Shoemaker, a very astute folklorist, was dedicated to making the Kutztown Folk Festival, one of the best in the nation, but realized there were no Plain Dutch farmers in Kutztown at the time, so he initially decided to build a Pennsylvania Folklife Museum in the heart of the Lancaster Amish territory, along U.S. Route 30. Shaner also assisted him in those years and became familiar with that Amish community, but unfortunately, when “Doc” scheduled the opening of his Amish folklife farm museum, it rained all that weekend and his Pennsylvania Folklife Society became bankrupt. Having ultimately received shares in his Lancaster adventure instead of a paycheck, Dick too, was affected and disappointed when the museum failed, but knew Doc was an honorable man and stuck by him, as well as Alan Keyser and other folklorists.

However, it was not enough to make him feel better, and he later suffered from manic depression from losing his prized museum and leadership of the Pennsylvania Folklife Society and Kutztown Folk Festival, which was turned over to Attorney Mark R. Eaby by a Federal Bankruptcy Judge until the creditors of the bankruptcy were paid off in full. Attorney Eaby was an efficient officer of the Court and paid off all creditors including Shaner who forewent his wages and accepted shares in Shoemaker’s Lancaster museum. Even though a religious and honorable person, Shoemaker was never the same after the bankruptcy episode and wandered aimlessly to find himself, visiting friends in New York City. Viola Miller, his secretary from a farm north of Kutztown, and Shaner who had bought the Lobachsville Gristmill were about the only close friends he would stop in to visit, and sometime in the 1960s, he mysteriously disappeared for good; but the Kutztown Folk Festival continued to operate under Eaby.

But the true folklife exhibits were not the same without the wisdom of this PA Deitsch icon, the Kutztown Folk festival became more and more a commercial craft fair without the human insight, which had made it the most important Folk Festival in the United States. The fact Shoemaker had such deep insight, affection, and rapport with our folk people; he could not be replaced at the Franklin and Marshall College either. Since the Folk Festival had been taken over by the Kutztown University Foundation, it no longer followed the wisdom of Shoemaker and Dr. Don Yoder in matters of true folklore and folklife, but had become a secular institution unlike the former religious philosophy which guided by Franklin and Marshall College.

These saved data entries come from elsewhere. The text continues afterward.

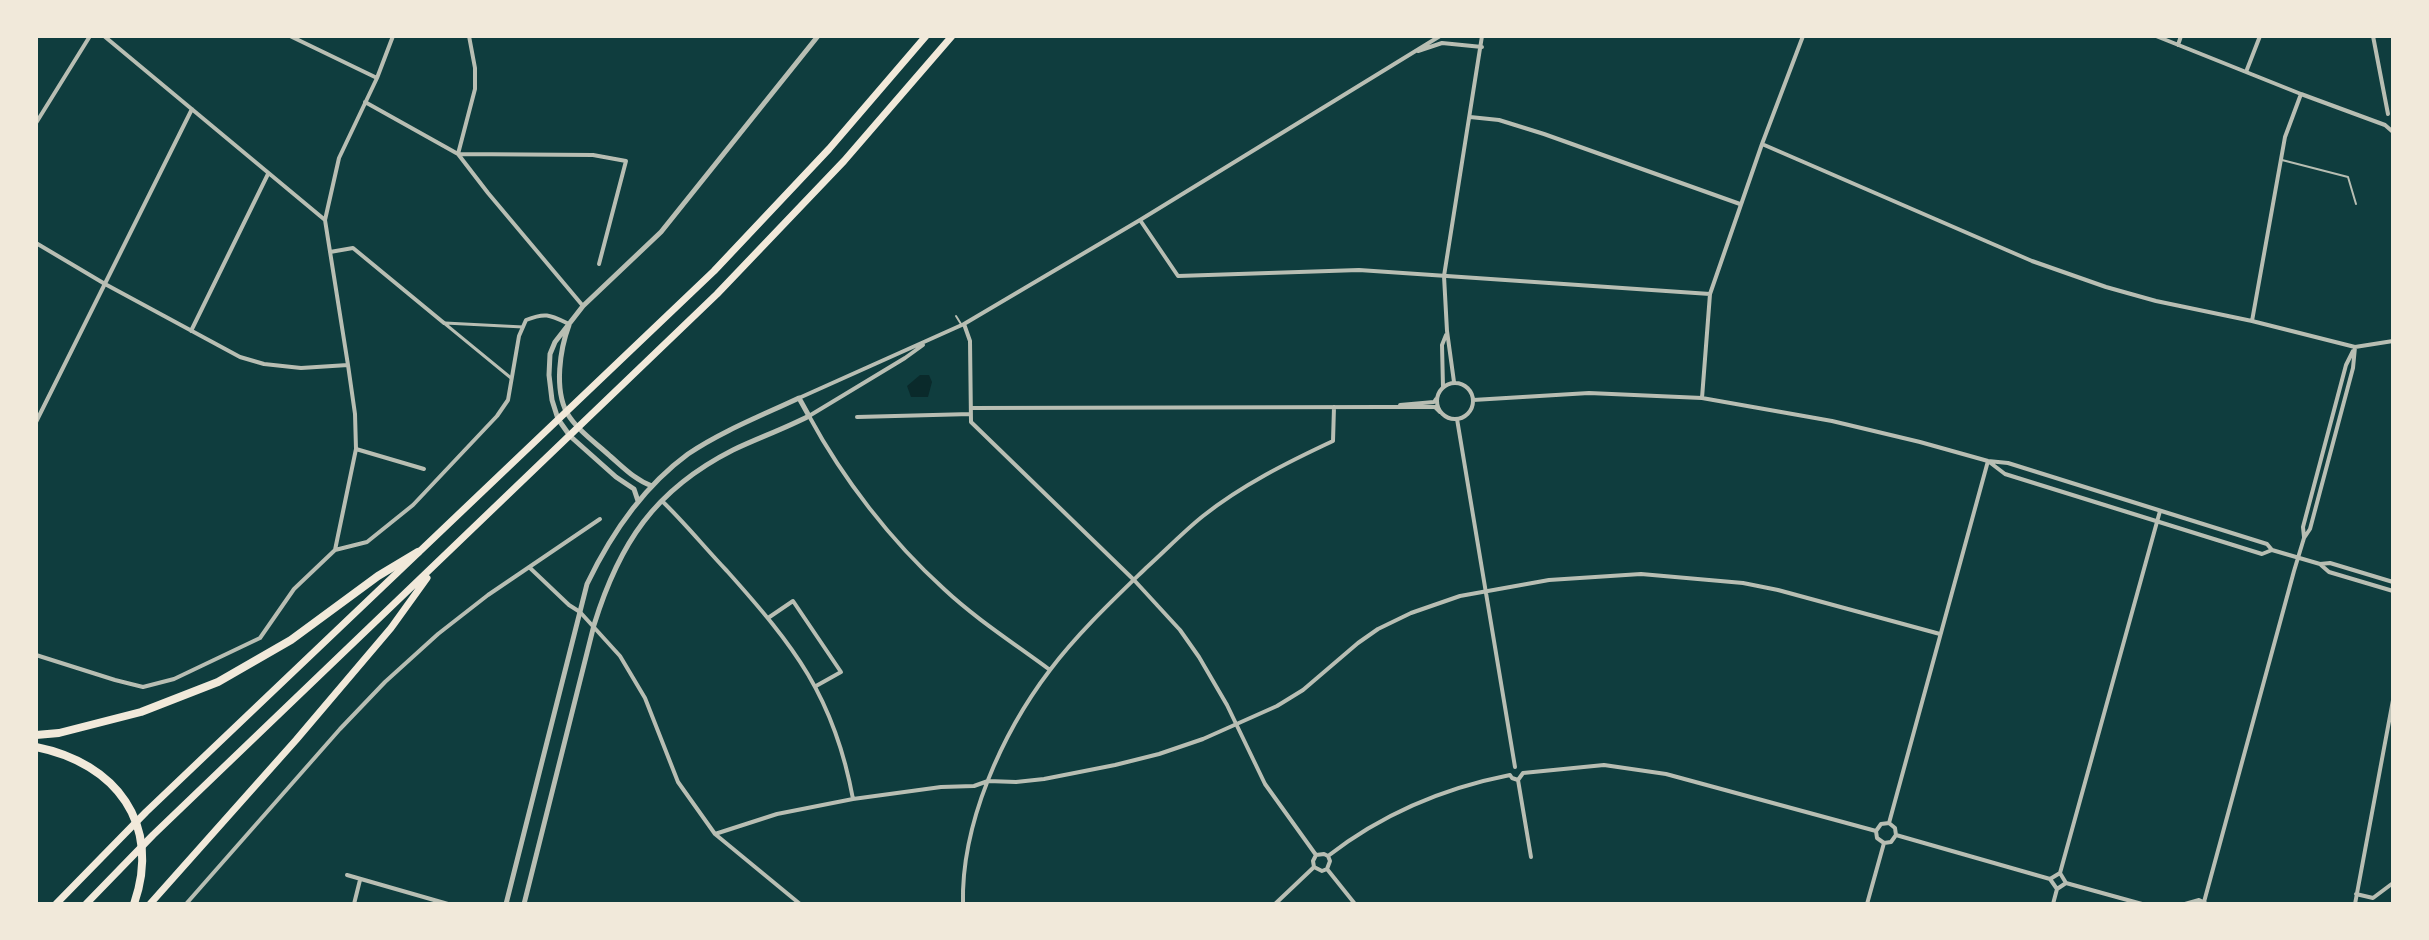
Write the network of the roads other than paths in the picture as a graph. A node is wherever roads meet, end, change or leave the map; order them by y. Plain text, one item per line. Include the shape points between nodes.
1 (90, 36) edge
2 (105, 36) edge
3 (290, 36) edge
4 (393, 36) edge
5 (469, 36) edge
6 (818, 36) edge
7 (926, 36) edge
8 (952, 36) edge
9 (1440, 36) edge
10 (1482, 36) edge
11 (1803, 36) edge
12 (2156, 36) edge
13 (2181, 36) edge
14 (2260, 36) edge
15 (2373, 36) edge
16 (2178, 45) junction
17 (1482, 47) junction
18 (1410, 54) junction
19 (2246, 72) junction
20 (377, 78) junction
21 (2301, 94) junction
22 (365, 102) junction
23 (192, 109) junction
24 (2388, 114) dead end
25 (1470, 117) junction
26 (36, 123) edge
27 (2393, 132) edge
28 (1762, 144) junction
29 (458, 154) junction
30 (2281, 160) junction
31 (268, 174) junction
32 (1740, 204) junction
33 (2356, 204) dead end
34 (325, 220) junction
35 (1140, 220) junction
36 (36, 243) edge
37 (330, 252) junction
38 (599, 264) dead end
39 (1444, 276) junction
40 (105, 284) junction
41 (1710, 294) junction
42 (583, 306) junction
43 (956, 316) dead end
44 (2252, 321) junction
45 (444, 323) junction
46 (569, 324) junction
47 (963, 325) junction
48 (523, 327) junction
49 (191, 331) junction
50 (1447, 331) junction
51 (2393, 341) edge
52 (926, 342) junction
53 (2355, 347) junction
54 (348, 365) junction
55 (511, 378) junction
56 (1454, 382) junction
57 (1443, 387) junction
58 (799, 398) junction
59 (1702, 398) junction
60 (1437, 399) junction
61 (1473, 400) junction
62 (1334, 407) junction
63 (1384, 407) junction
64 (971, 408) junction
65 (566, 411) junction
66 (1440, 412) junction
67 (971, 414) junction
68 (809, 416) junction
69 (857, 417) dead end
70 (558, 419) junction
71 (1457, 419) junction
72 (36, 422) edge
73 (579, 427) junction
74 (570, 436) junction
75 (356, 449) junction
76 (1988, 461) junction
77 (424, 469) dead end
78 (652, 486) junction
79 (638, 501) junction
80 (662, 501) junction
81 (2160, 511) junction
82 (600, 519) dead end
83 (2156, 522) junction
84 (2304, 538) junction
85 (335, 550) junction
86 (2272, 550) junction
87 (418, 552) junction
88 (2298, 558) junction
89 (2320, 564) junction
90 (529, 567) junction
91 (433, 568) junction
92 (1134, 580) junction
93 (2393, 582) edge
94 (1486, 591) junction
95 (2393, 591) edge
96 (580, 612) junction
97 (768, 618) junction
98 (594, 626) junction
99 (1940, 634) junction
100 (36, 655) edge
101 (1050, 670) junction
102 (816, 686) junction
103 (2393, 700) edge
104 (1236, 725) junction
105 (36, 735) edge
106 (36, 747) edge
107 (1515, 767) junction
108 (1523, 773) junction
109 (1510, 775) junction
110 (1518, 780) junction
111 (988, 781) junction
112 (853, 799) junction
113 (1889, 823) junction
114 (1876, 831) junction
115 (715, 834) junction
116 (1896, 835) junction
117 (1884, 843) junction
118 (1316, 855) junction
119 (1328, 856) junction
120 (1531, 856) dead end
121 (1314, 867) junction
122 (1327, 869) junction
123 (2060, 873) junction
124 (347, 875) dead end
125 (2050, 879) junction
126 (360, 880) junction
127 (2066, 883) junction
128 (2393, 883) edge
129 (2057, 889) junction
130 (2356, 894) junction
131 (2206, 903) edge
132 (56, 904) edge
133 (86, 904) edge
134 (134, 904) edge
135 (150, 904) edge
136 (186, 904) edge
137 (354, 904) edge
138 (448, 904) edge
139 (506, 904) edge
140 (524, 904) edge
141 (800, 904) edge
142 (963, 904) edge
143 (1275, 904) edge
144 (1355, 904) edge
145 (1867, 904) edge
146 (2053, 904) edge
147 (2142, 904) edge
148 (2185, 904) edge
149 (2355, 904) edge

1 - 26 street
2 - 23 street
3 - 20 street
4 - 20 street
5 - 29 street via 476,68 475,89
6 - 42 street via 661,232
7 - 65 highway via 770,213
8 - 73 highway via 782,228
9 - 18 street
10 - 17 street
11 - 28 street
12 - 16 street
13 - 16 street
14 - 19 street
15 - 24 street
16 - 19 street
17 - 18 street via 1442,43
17 - 25 street
18 - 35 street
19 - 21 street
20 - 22 street
21 - 27 street via 2385,125
21 - 30 street
22 - 29 street
22 - 34 street via 339,158
23 - 31 street
23 - 40 street
25 - 32 street via 1499,120 1544,134
25 - 39 street
28 - 32 street
28 - 44 street via 2032,261 2156,301
29 - 38 street via 593,155 626,161
29 - 42 street
30 - 33 lane via 2348,177
30 - 44 street
31 - 34 street
31 - 49 street
32 - 41 street
34 - 37 street
35 - 39 street via 1178,276 1359,270
35 - 47 street
36 - 40 street
37 - 45 street via 353,248
37 - 54 street
39 - 41 street
39 - 50 street
40 - 49 street
40 - 72 street
41 - 59 street
42 - 46 street
43 - 47 lane
44 - 53 street
45 - 48 street
45 - 55 street
46 - 48 street via 541,314 525,320
46 - 65 street via 560,356
46 - 70 street via 550,354 551,394
47 - 52 street
47 - 64 street via 970,341
48 - 55 street
49 - 54 street via 240,357 264,364 301,368
50 - 56 street
50 - 57 street via 1442,345
51 - 53 street
52 - 58 street
52 - 68 street
53 - 84 street via 2353,368 2310,529
53 - 84 street via 2346,365 2303,527
54 - 75 street
55 - 85 street via 508,400 497,416 412,505 367,542
56 - 57 street
56 - 61 street via 1469,389
57 - 60 street
58 - 68 street
58 - 78 street via 688,454
59 - 61 street via 1589,393
59 - 76 street via 1832,422
60 - 63 street
60 - 66 street
61 - 71 street via 1467,414
62 - 63 street
62 - 64 street
62 - 92 street via 1333,441 1274,470 1204,516
63 - 66 street via 1435,407
64 - 67 street
65 - 70 highway
65 - 73 street
66 - 71 street
67 - 69 street
67 - 92 street via 971,422
68 - 80 street via 714,461
68 - 101 street via 860,493 917,562 945,590
70 - 74 street
70 - 87 highway
71 - 94 street
73 - 74 highway
73 - 78 street via 633,476
74 - 79 street via 634,489
74 - 91 highway
75 - 77 street
75 - 85 street
76 - 81 street via 2008,463
76 - 83 street via 2006,474
76 - 99 street
78 - 79 street
79 - 96 street via 596,566
80 - 97 street
80 - 98 street via 625,548 606,586
81 - 83 street
81 - 86 street via 2266,544
82 - 90 street
83 - 86 street via 2262,554
83 - 123 street
84 - 88 street
85 - 100 street via 294,589 260,638 174,679 143,687
86 - 88 street
87 - 105 highway via 378,576 291,640 218,682 141,712
87 - 132 highway via 146,812
88 - 89 street
88 - 131 street
89 - 93 street via 2330,563
89 - 95 street via 2329,572
90 - 96 street
90 - 136 street via 438,634 385,682
91 - 133 highway via 132,855
91 - 135 highway via 397,620 304,732
92 - 101 street
92 - 104 street via 1199,657
94 - 99 street via 1549,579 1681,576 1778,590
94 - 104 street via 1433,604 1378,629 1303,690
94 - 107 street
96 - 98 street
96 - 139 street
97 - 102 street
97 - 102 street via 793,601 841,672
98 - 115 street via 629,670 645,698 678,782
98 - 140 street
99 - 113 street
101 - 111 street via 1014,724
102 - 112 street via 843,754
103 - 130 street
104 - 111 street via 1159,754 1115,765 1044,779
104 - 118 street via 1265,784
106 - 134 highway via 89,766 104,776 128,804 136,819 143,857
107 - 108 street
107 - 109 street
108 - 110 street
108 - 114 street via 1604,765 1666,774
109 - 110 street
109 - 119 street via 1455,788 1415,804 1372,826
110 - 120 street
111 - 112 street via 974,786
111 - 142 street via 971,828 962,878
112 - 115 street via 777,814
113 - 114 street via 1881,824
113 - 116 street
114 - 117 street via 1877,838
115 - 141 street
116 - 117 street via 1891,842
116 - 125 street
117 - 145 street
118 - 119 street
118 - 121 street
119 - 122 street
121 - 122 street
121 - 143 street
122 - 144 street
123 - 125 street
123 - 127 street
124 - 126 street
125 - 129 street
126 - 137 street
126 - 138 street
127 - 129 street
127 - 147 street
128 - 130 street via 2373,898
129 - 146 street
130 - 149 street
131 - 148 street via 2194,900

Postscript: Unfortunately, Dr. Shoemaker disappeared in the 1960s, and although the Pennsylvania Folklife paid off its bankruptcy debts honorably, the loss of Alfred Shoemaker’s leadership of the Kutztown Folk Festival during bankruptcy receivership in 1963 brought about his mental depression. Not quite able to come to grips with himself, Alfred wondered aimlessly to New York city looking for a folklife benefactor, where it is presumed he died there or fortunately made his way to Germany.